Dataset entries:
┏━━
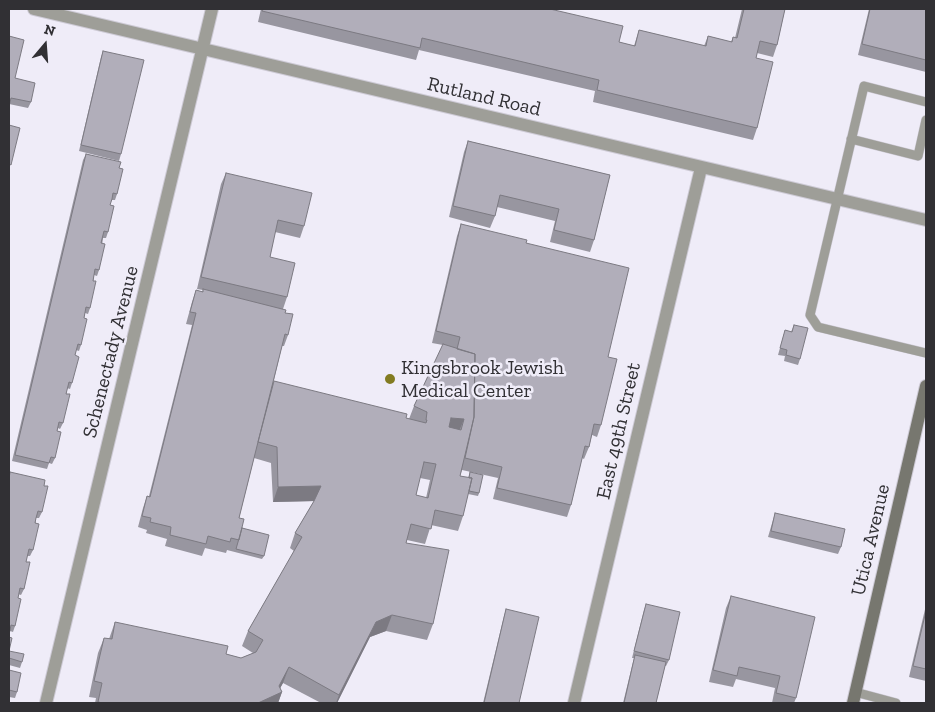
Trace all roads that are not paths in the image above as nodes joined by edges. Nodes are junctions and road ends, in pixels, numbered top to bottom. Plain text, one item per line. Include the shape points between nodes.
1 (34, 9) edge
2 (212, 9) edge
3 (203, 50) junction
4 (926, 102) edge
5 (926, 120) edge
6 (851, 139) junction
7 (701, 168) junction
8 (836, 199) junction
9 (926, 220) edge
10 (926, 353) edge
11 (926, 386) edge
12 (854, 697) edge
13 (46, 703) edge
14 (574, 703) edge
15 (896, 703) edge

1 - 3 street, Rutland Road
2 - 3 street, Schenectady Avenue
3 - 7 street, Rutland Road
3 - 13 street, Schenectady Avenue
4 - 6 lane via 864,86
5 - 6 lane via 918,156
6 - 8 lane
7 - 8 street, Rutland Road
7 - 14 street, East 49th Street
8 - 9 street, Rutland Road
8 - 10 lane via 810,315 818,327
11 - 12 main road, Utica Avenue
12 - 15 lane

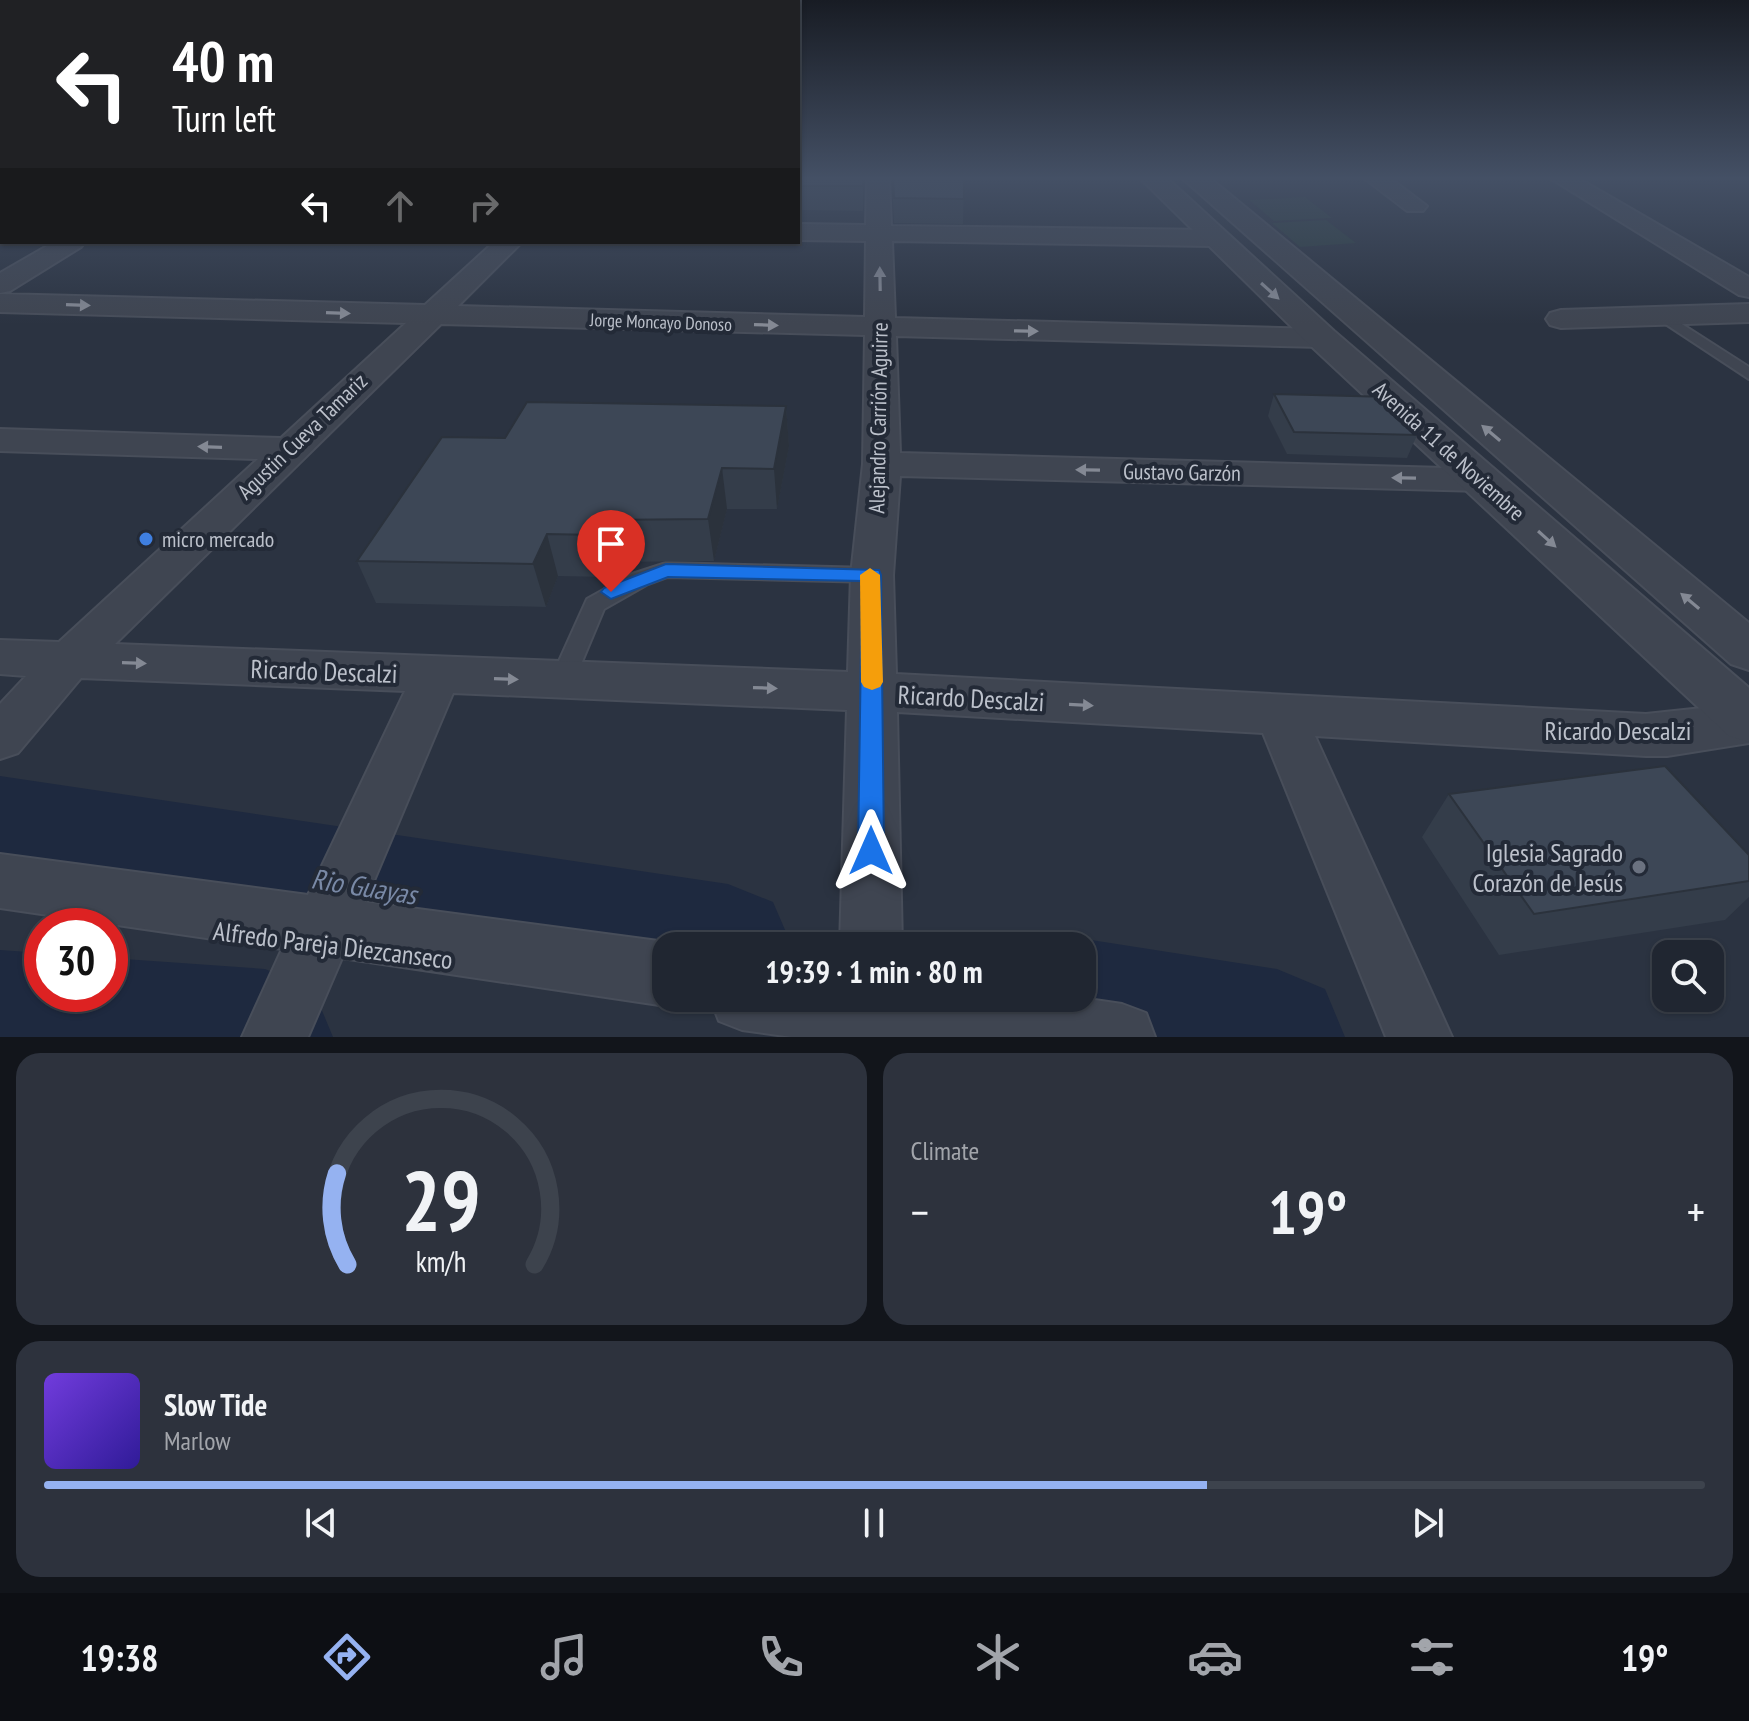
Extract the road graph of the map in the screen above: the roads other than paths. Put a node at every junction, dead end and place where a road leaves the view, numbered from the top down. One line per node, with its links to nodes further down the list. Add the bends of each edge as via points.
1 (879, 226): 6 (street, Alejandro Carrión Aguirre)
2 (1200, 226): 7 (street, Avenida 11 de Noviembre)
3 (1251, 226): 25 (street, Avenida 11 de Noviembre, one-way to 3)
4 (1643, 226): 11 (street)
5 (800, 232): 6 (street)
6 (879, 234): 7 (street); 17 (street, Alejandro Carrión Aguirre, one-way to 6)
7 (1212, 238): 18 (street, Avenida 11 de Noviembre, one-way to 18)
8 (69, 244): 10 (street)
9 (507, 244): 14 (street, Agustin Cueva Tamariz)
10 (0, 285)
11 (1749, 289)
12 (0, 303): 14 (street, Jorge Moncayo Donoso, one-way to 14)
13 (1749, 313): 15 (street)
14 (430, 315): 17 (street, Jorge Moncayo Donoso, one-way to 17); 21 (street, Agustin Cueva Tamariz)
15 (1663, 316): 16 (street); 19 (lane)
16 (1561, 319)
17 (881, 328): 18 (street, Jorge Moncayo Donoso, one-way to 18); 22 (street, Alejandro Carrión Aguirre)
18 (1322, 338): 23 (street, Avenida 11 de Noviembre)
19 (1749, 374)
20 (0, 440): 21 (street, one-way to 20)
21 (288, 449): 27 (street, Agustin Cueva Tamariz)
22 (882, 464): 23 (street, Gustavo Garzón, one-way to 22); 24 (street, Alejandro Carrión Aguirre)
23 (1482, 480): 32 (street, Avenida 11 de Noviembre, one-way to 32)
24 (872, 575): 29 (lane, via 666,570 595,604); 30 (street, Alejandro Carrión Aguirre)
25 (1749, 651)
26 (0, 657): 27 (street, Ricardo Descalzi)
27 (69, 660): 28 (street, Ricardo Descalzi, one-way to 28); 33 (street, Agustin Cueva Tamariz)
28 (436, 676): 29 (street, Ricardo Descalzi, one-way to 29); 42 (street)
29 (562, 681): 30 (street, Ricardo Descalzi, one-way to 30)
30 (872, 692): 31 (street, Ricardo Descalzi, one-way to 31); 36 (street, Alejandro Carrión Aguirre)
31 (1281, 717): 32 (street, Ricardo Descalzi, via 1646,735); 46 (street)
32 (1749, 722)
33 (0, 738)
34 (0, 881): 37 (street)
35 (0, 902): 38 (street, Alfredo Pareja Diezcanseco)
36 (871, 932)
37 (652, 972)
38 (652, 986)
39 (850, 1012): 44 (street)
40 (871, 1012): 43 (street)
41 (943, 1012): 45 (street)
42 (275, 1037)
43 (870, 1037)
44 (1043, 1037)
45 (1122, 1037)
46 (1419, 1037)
┗━━
_Problem statement_: Pull out every line holding "Carrión" from the records above, and copy it.

_Solution to this task_:
1 (879, 226): 6 (street, Alejandro Carrión Aguirre)
6 (879, 234): 7 (street); 17 (street, Alejandro Carrión Aguirre, one-way to 6)
17 (881, 328): 18 (street, Jorge Moncayo Donoso, one-way to 18); 22 (street, Alejandro Carrión Aguirre)
22 (882, 464): 23 (street, Gustavo Garzón, one-way to 22); 24 (street, Alejandro Carrión Aguirre)
24 (872, 575): 29 (lane, via 666,570 595,604); 30 (street, Alejandro Carrión Aguirre)
30 (872, 692): 31 (street, Ricardo Descalzi, one-way to 31); 36 (street, Alejandro Carrión Aguirre)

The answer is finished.